┌──
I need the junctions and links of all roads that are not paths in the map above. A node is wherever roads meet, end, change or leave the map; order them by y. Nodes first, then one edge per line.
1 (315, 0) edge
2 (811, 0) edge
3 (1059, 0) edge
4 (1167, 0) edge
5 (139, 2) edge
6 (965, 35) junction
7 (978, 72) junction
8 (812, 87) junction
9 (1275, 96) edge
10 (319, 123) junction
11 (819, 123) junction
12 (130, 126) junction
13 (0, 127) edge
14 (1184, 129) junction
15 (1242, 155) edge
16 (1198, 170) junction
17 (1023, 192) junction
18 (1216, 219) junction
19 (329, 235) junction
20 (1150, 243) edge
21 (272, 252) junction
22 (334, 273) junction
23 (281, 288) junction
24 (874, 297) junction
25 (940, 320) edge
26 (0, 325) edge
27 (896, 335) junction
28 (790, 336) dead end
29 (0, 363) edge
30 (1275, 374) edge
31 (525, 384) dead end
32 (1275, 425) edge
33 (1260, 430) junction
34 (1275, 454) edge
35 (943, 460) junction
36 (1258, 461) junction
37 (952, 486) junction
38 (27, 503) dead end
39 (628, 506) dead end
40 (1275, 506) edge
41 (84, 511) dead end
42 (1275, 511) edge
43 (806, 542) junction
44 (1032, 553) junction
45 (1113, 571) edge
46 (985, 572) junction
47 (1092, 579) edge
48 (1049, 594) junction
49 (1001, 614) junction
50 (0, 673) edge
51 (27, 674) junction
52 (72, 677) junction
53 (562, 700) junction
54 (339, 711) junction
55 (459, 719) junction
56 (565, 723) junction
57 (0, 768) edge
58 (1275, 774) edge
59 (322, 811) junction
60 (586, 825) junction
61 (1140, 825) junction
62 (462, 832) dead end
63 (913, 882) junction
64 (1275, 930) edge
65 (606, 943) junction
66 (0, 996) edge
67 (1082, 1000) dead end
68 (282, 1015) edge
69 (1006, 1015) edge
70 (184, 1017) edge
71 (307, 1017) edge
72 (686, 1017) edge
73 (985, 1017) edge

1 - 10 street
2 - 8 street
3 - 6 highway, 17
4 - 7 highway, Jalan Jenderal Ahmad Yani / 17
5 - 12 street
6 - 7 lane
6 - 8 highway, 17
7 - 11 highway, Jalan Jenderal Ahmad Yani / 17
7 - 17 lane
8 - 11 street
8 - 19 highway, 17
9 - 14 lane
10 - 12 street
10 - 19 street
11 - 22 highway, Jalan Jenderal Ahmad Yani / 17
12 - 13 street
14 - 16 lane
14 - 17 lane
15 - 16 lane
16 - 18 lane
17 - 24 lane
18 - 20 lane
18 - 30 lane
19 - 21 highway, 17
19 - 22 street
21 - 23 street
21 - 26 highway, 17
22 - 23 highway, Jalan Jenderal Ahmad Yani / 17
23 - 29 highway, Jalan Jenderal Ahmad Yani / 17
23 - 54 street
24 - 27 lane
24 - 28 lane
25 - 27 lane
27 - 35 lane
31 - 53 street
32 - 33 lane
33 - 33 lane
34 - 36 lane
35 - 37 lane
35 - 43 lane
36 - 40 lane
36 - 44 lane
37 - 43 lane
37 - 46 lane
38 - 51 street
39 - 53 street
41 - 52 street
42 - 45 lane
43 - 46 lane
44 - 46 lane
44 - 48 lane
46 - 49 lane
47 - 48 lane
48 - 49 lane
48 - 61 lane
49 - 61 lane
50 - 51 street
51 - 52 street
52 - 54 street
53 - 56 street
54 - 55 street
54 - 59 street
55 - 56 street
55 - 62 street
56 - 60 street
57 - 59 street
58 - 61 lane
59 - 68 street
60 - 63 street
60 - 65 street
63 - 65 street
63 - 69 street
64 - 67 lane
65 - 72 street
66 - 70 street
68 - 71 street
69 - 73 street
└──
┌──
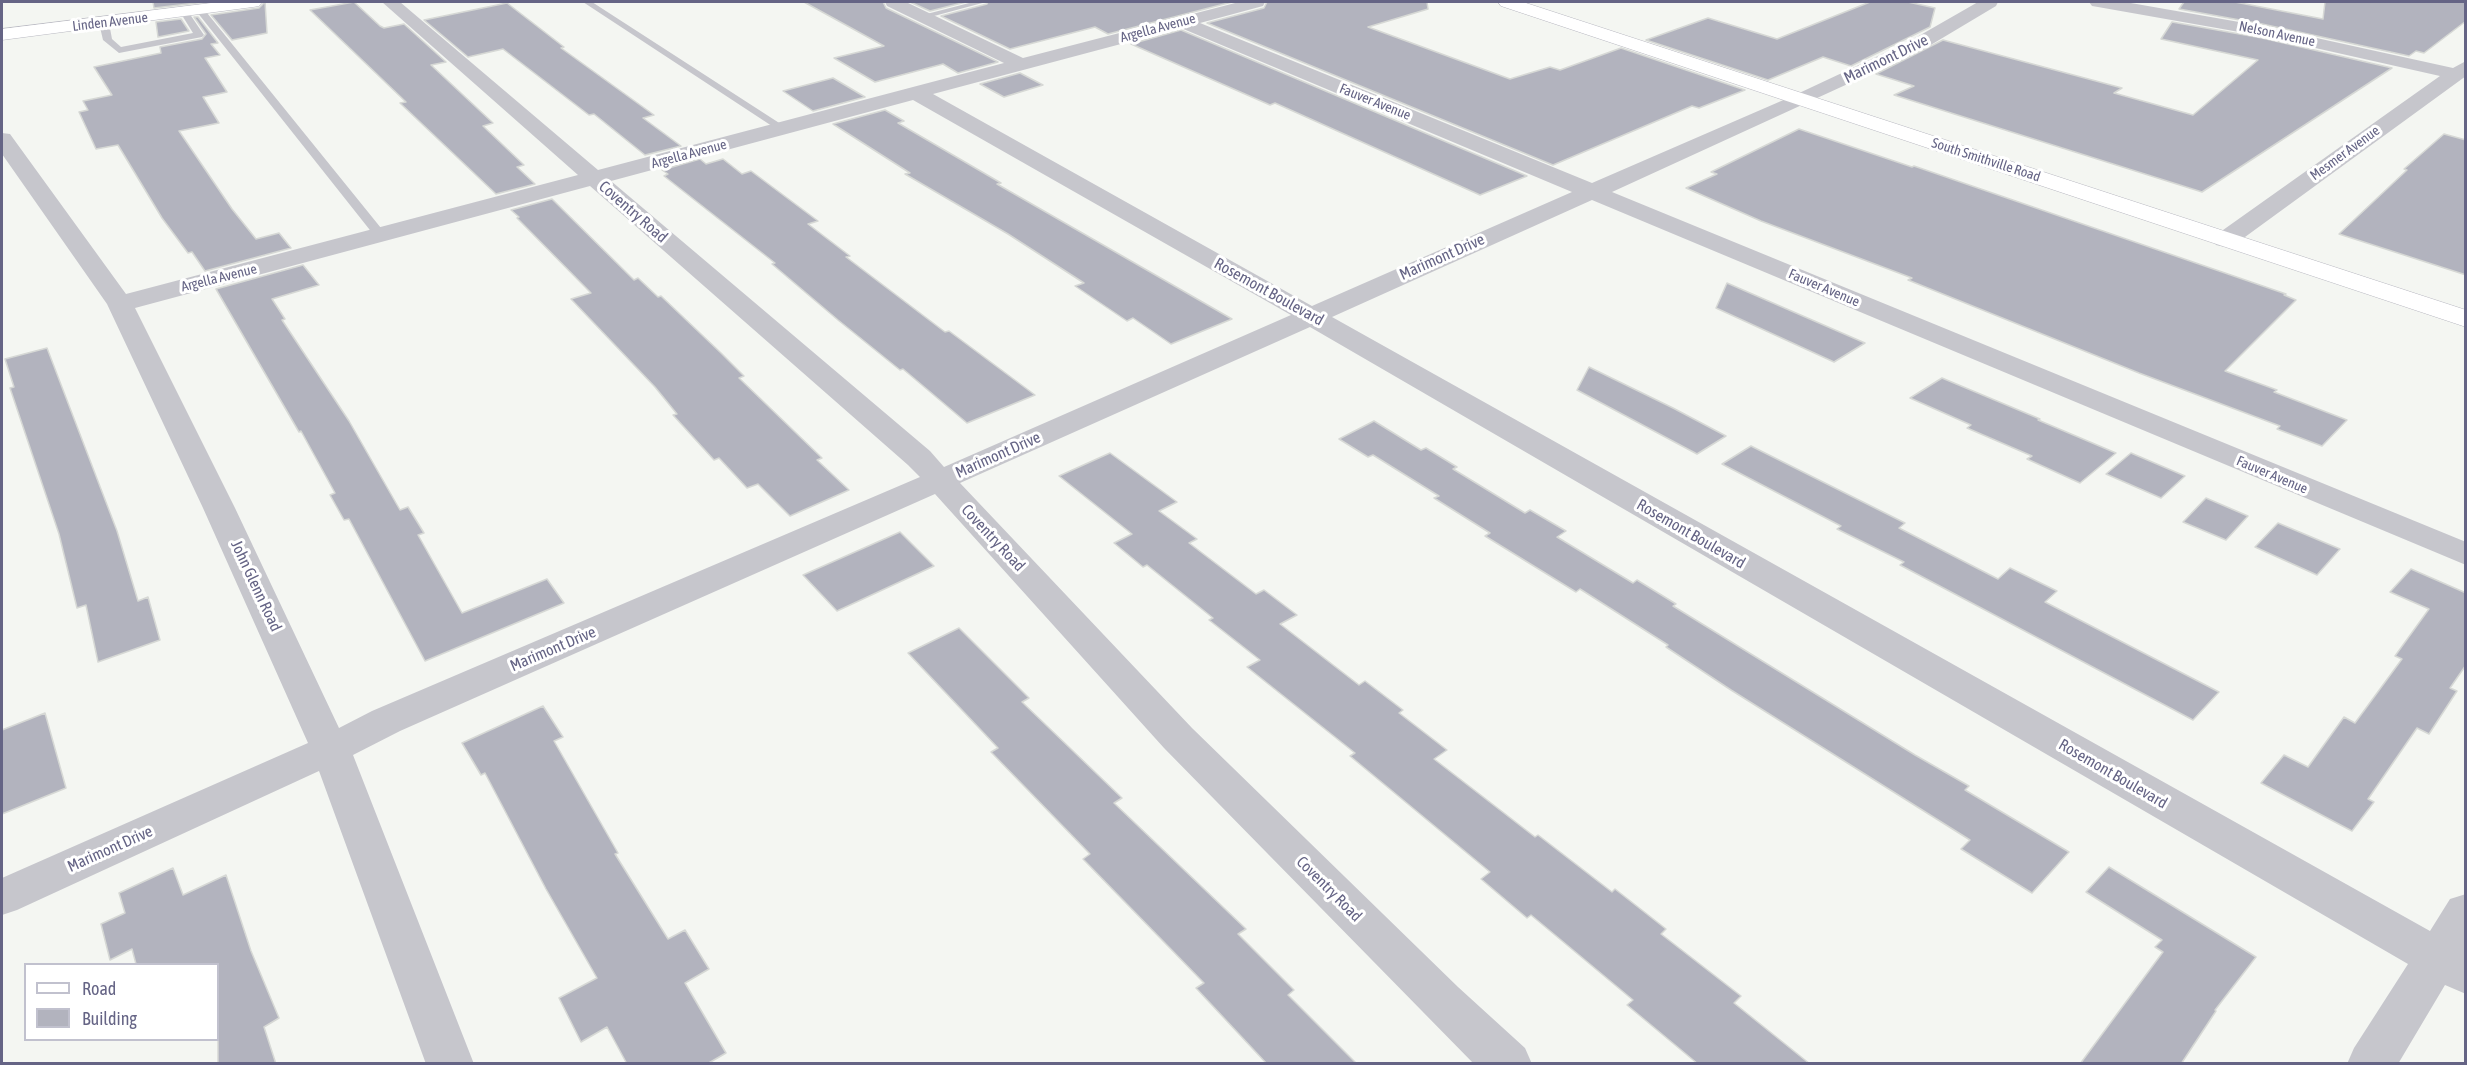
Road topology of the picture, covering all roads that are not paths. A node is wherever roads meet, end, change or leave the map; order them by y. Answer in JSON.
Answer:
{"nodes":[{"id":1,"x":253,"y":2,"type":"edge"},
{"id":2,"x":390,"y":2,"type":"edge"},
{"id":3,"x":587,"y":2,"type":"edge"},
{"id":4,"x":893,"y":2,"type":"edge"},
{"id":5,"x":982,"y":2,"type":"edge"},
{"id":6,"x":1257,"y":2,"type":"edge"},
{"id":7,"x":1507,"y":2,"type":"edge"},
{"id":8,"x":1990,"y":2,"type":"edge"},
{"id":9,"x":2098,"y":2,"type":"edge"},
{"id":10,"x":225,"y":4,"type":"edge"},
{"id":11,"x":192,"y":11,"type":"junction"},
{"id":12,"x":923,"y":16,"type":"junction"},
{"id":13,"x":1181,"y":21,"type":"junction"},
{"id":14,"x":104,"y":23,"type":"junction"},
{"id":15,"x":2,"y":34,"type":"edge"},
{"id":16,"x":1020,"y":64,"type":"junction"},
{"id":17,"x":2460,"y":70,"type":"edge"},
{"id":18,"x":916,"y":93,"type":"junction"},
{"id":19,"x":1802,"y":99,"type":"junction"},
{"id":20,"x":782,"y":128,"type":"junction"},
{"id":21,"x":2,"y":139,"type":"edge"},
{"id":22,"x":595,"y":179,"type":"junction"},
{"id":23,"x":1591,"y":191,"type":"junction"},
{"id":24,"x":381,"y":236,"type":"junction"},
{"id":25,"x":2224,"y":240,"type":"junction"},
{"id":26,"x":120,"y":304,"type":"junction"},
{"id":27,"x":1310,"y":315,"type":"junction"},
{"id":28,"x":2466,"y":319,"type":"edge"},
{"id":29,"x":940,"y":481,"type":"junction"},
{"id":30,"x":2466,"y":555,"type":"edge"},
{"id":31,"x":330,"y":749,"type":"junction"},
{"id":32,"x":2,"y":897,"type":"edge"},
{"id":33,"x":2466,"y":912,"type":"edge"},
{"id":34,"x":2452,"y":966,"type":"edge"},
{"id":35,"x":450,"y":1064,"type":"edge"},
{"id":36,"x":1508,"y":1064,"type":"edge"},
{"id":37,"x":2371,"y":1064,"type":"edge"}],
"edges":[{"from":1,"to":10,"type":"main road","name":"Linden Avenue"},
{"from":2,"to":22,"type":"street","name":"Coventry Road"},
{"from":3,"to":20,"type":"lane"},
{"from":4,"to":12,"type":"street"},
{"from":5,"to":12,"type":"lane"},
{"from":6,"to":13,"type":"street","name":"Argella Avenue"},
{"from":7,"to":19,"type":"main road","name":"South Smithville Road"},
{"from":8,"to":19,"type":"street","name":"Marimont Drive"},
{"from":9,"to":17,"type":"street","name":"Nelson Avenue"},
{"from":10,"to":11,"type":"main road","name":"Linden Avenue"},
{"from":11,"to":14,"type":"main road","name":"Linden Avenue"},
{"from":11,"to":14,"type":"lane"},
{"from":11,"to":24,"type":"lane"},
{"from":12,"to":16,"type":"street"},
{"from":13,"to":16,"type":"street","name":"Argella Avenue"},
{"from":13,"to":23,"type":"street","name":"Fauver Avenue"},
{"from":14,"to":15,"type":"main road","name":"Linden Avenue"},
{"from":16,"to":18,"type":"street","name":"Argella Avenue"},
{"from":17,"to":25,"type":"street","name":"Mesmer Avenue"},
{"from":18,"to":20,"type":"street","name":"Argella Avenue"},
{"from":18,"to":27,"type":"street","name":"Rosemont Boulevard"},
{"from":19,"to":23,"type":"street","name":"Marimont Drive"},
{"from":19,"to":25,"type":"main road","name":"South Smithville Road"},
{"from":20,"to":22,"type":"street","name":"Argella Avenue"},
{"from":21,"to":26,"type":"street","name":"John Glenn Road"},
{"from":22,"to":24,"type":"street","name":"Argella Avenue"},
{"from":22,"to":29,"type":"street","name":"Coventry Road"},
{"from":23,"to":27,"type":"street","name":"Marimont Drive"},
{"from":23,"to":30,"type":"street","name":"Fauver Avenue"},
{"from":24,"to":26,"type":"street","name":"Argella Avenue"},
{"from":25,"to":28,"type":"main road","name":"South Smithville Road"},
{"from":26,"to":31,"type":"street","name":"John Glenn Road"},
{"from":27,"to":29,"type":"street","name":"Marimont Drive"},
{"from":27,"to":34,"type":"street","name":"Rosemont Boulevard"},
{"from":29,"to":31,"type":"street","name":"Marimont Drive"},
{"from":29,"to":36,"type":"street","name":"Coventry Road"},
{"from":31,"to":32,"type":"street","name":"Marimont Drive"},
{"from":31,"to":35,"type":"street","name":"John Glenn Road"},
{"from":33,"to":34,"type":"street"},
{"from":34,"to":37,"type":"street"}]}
└──
Exercise requirements
If a line above contains the word "wherever", list it.

Answer box
I need the junctions and links of all roads that are not paths in the map above. A node is wherever roads meet, end, change or leave the map; order them by y. Nodes first, then one edge per line.
Road topology of the picture, covering all roads that are not paths. A node is wherever roads meet, end, change or leave the map; order them by y. Answer in JSON.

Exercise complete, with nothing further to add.